Varicocele is a medical word used to describe the swelling of the veins that occurs in the scrotum (ball sack) of some males. Have you ever noticed swollen blue or purple veins on an older person’s legs? A varicocele is similar, but the vein(s) that are swollen are so small that a lot of guys don’t even notice they have one. Read on to learn about this common condition and how it’s treated.
What exactly is a varicocele?
A varicocele is the swelling of the veins in the scrotum. It’s usually painless and actually pretty common, especially in guys between the ages of 15 and 25.
What causes varicoceles?
A part of your body called the spermatic cord provides a connection to your testicles (balls), and has arteries, tubes, veins, and nerves in it. Normally, the veins keep the blood flowing from the body to the heart, and the valves keep the blood flowing in the right direction. However, sometimes the valves don’t work the way they’re supposed to, and the blood flows in the wrong direction. When this happens, the blood gets clogged up in the veins and causes the veins to stretch and get bigger or swell up. These swollen veins inside the spermatic cord are what’s called a varicocele.
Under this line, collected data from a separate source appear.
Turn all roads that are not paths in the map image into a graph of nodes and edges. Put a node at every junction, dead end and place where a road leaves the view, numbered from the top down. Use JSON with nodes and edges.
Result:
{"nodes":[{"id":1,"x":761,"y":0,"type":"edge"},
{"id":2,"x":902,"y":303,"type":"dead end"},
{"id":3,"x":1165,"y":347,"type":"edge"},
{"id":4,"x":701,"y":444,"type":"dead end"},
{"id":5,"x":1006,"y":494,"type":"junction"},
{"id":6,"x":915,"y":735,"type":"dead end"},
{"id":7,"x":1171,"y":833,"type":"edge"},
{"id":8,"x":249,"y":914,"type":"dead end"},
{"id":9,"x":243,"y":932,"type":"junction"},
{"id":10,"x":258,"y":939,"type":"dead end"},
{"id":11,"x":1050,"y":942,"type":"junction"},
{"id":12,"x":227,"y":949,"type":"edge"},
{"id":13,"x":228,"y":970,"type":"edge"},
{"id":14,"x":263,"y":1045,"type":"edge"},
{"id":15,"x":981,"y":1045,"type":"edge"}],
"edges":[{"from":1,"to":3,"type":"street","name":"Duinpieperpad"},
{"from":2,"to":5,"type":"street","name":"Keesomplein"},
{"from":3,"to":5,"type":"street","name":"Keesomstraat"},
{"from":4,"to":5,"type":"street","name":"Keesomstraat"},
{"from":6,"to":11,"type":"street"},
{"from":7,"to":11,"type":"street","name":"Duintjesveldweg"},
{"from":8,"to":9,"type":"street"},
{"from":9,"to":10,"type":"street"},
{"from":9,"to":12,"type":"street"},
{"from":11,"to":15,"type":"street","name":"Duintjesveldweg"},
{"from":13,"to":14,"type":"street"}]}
How can I tell if I have a varicocele?
Because varicoceles are usually painless, many guys don’t even realize that they have one until they go to their health care provider for a regular check-up.
Signs of varicoceles include:
- Swollen veins in your scrotum that feel kind of like worms
- A heavy, uncomfortable, or dull aching feeling in the scrotum
- A painless testicular lump
- Feeling as if one testicle is larger than the other
- Testicles that look different in size
- Pain – some people may feel pain when standing up which gets better when laying down
If I think have a varicocele, what should I do?
If you have any of these signs or symptoms, or have any questions about something that just doesn’t seem right down there, it’s important to see your health care provider (HCP). Even though it might seem a little embarrassing, health care providers are trained professionals, and they see this kind of thing all the time. Your HCP will be able to tell if you do in fact have a varicocele, or if it’s something more serious. It’s always better to be safe than shy.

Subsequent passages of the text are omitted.